Aviram G, Schwartz D S, Meirsdorf S, Rosen G, Greif J, Graif M
Department of Radiology, Tel-Aviv Sourasky Medical Center, Tel-Aviv, Israel.
Clin Radiol. 2005 Mar;60(3):370-4. doi: 10.1016/j.crad.2004.09.006.
In order to assess the range and everyday use of the various techniques for percutaneous transthoracic needle biopsy of lung masses in the USA and Canada, we surveyed thoracic radiologists in academic and community practice on their standard approach to the procedure.
The 300 questionnaires that were mailed to members of the Society of Thoracic Radiology throughout the USA and Canada contained specific questions on their approach to a transthoracic needle biopsy of a routine case of a 3cm lung mass located in the right lower lobe 1cm from the pleural surface.
A total of 140 (47%) members responded. Of the 139 responders who performed lung biopsies, 103 (74%) were located at a teaching centre affiliated to a university or medical school, and 36 (26%) were community-based radiologists. In total 97 (70%) replied that they would perform the procedure under CT guidance, 31 (22%) under either CT or fluoroscopy guidance, and 11 (8%) only under fluoroscopy. Fine-needle aspiration was the procedure of choice for the given case by 101 (73%) responders, whereas 20 (14%) preferred doing core biopsy, and 18 (13%) chose both techniques. On-site cytology confirmation for obtaining diagnostic material was available to 101 (73%) responders. Before performing the procedure, 107 (77%) verified coagulation tests whereas 32 (23%) did not. Follow-up imaging for pneumothorax assessment was not routinely performed by 15 (11%) responders.
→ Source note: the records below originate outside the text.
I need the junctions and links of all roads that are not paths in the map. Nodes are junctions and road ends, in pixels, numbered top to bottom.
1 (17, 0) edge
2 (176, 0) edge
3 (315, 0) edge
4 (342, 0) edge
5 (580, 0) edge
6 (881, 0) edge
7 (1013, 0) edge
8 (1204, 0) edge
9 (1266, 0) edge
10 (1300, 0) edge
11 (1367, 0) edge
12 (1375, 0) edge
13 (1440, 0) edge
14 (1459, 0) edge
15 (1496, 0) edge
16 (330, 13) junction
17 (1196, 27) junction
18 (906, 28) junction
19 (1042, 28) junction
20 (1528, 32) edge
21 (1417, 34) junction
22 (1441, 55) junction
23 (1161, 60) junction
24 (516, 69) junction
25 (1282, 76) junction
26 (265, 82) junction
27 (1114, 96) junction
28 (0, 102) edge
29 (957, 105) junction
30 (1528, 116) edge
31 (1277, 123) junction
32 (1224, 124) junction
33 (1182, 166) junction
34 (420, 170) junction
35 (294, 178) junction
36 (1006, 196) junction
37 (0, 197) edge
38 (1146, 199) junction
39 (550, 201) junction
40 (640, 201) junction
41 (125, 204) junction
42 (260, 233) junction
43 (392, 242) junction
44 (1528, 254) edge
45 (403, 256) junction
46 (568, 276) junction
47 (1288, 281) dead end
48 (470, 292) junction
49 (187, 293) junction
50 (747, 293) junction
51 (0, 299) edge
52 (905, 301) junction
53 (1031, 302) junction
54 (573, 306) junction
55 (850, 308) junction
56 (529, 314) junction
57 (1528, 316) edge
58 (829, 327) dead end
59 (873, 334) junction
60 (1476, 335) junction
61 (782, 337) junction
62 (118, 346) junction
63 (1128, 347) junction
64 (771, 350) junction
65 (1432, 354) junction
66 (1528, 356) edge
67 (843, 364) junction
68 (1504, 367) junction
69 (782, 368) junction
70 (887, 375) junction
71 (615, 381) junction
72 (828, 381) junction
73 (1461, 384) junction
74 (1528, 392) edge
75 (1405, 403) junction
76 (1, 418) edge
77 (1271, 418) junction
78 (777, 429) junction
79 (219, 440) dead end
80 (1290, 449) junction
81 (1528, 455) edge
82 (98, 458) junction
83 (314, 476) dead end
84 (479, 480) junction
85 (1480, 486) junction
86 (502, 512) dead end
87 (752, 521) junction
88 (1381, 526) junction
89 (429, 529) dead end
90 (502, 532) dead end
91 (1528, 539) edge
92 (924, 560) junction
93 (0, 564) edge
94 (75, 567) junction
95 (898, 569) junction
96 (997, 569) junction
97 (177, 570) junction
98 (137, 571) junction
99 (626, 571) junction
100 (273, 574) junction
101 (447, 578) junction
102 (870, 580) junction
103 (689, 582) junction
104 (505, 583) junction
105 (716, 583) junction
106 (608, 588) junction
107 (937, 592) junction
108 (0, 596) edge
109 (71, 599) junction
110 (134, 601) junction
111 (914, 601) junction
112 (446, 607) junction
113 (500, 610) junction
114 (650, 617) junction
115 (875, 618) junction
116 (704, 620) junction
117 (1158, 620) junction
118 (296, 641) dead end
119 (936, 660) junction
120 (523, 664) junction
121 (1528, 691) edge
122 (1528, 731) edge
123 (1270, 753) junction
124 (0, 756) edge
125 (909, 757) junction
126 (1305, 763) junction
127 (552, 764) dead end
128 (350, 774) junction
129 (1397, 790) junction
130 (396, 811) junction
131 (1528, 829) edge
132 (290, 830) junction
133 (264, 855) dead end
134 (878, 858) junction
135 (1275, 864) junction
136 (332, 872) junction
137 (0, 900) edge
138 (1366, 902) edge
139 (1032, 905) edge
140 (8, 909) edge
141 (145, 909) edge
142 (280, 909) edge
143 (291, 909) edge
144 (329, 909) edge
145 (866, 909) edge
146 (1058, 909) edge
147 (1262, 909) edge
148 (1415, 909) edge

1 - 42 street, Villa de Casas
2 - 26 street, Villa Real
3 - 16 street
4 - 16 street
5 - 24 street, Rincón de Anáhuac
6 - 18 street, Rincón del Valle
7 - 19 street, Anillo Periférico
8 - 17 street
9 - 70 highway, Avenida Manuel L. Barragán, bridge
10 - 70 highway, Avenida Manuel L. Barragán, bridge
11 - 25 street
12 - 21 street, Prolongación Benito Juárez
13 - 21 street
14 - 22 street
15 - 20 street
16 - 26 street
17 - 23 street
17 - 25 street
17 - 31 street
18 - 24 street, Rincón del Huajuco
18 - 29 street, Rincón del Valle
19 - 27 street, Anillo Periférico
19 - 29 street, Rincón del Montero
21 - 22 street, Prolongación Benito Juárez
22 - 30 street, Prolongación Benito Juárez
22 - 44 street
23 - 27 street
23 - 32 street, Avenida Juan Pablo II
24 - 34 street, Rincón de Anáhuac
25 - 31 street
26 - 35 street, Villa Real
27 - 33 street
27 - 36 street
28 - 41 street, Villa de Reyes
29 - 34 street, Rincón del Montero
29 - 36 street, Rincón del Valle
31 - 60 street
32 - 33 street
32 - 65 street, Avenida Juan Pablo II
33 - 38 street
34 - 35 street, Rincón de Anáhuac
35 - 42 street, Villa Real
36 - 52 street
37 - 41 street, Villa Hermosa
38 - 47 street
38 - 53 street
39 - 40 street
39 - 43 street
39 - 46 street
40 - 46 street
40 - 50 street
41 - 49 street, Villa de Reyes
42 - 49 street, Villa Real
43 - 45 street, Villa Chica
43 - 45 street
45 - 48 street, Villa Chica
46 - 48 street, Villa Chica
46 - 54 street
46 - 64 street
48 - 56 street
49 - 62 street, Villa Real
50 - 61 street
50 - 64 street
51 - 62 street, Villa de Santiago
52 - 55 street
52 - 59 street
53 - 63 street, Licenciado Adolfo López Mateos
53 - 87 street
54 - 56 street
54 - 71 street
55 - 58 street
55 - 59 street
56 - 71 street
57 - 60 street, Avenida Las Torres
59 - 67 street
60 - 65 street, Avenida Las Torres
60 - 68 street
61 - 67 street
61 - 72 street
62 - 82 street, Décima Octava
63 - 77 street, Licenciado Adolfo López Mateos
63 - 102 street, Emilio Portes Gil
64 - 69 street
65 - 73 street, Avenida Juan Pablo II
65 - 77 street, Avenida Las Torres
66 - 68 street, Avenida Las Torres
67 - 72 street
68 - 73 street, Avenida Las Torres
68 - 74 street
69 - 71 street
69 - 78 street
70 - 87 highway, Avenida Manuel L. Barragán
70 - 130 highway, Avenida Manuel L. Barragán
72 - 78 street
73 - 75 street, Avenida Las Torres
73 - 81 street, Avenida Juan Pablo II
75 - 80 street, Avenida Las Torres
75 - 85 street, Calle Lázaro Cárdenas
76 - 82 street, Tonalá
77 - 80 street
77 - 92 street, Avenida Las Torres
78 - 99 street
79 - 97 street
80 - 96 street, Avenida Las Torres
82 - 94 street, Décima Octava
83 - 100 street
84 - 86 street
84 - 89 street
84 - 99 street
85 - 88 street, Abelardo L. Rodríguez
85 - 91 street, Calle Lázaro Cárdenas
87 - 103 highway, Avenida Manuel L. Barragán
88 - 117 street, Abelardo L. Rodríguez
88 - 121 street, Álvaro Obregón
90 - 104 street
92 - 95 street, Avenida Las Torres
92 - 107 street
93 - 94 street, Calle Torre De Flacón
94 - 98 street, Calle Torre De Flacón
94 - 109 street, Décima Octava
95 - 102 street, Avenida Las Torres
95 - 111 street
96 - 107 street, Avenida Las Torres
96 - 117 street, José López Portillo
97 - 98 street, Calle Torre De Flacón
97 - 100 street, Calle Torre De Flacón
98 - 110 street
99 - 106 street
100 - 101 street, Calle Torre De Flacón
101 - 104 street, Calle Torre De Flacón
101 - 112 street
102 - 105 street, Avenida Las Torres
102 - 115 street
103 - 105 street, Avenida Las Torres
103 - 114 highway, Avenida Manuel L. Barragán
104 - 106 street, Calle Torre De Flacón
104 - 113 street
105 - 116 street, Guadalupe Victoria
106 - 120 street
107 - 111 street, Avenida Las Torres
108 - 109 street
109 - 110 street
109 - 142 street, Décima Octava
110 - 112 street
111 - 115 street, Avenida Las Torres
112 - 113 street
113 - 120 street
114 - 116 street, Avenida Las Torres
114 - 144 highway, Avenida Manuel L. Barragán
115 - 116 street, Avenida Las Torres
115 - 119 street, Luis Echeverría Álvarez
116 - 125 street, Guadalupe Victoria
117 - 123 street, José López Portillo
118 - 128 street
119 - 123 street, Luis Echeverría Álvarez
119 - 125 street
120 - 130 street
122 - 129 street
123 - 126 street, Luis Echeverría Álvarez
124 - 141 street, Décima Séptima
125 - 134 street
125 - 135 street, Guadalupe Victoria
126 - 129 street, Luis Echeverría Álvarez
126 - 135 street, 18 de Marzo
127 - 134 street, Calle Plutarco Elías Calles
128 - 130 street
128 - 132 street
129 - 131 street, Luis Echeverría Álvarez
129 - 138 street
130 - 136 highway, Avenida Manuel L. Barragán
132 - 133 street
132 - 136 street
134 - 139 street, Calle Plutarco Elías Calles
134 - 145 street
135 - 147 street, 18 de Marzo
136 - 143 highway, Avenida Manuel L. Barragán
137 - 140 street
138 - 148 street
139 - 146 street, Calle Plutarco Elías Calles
The majority of radiologists performed percutaneous transthoracic needle biopsy of a lung mass under CT guidance, by fine-needle aspiration, using repeated pleural puncture technique, and with a cytologist on site. A significant minority did not obtain coagulation screening before the procedure, and a small minority did not routinely assess for pneumothorax by late chest radiography.
为了评估美国和加拿大肺肿块经皮经胸针吸活检各种技术的应用范围及日常使用情况,我们就其标准操作方法对学术机构和社区医疗机构的胸放射科医生进行了调查。
向美国和加拿大胸放射学会会员邮寄了300份问卷,其中包含关于对位于右下叶距胸膜表面1cm处的3cm常规肺肿块进行经胸针吸活检操作方法的具体问题。
共140名(47%)会员回复。在139名进行肺活检的回复者中,103名(74%)来自附属于大学或医学院的教学中心,36名(26%)是社区放射科医生。总共97名(70%)回复称他们会在CT引导下进行该操作,31名(22%)在CT或荧光镜引导下进行,11名(8%)仅在荧光镜引导下进行。101名(73%)回复者将细针抽吸作为给定病例的首选操作,而20名(14%)更倾向于进行粗针活检,18名(13%)选择两种技术都用。101名(73%)回复者可获得用于获取诊断材料的现场细胞学确认。在进行操作前,107名(77%)进行了凝血试验验证,而32名(23%)未进行。15名(11%)回复者未常规进行用于气胸评估的随访成像。
大多数放射科医生在CT引导下,通过细针抽吸,采用重复胸膜穿刺技术,并在有细胞病理学家在场的情况下对肺肿块进行经皮经胸针吸活检。少数人在操作前未进行凝血筛查,还有少数人未通过后期胸部X线摄影常规评估气胸情况。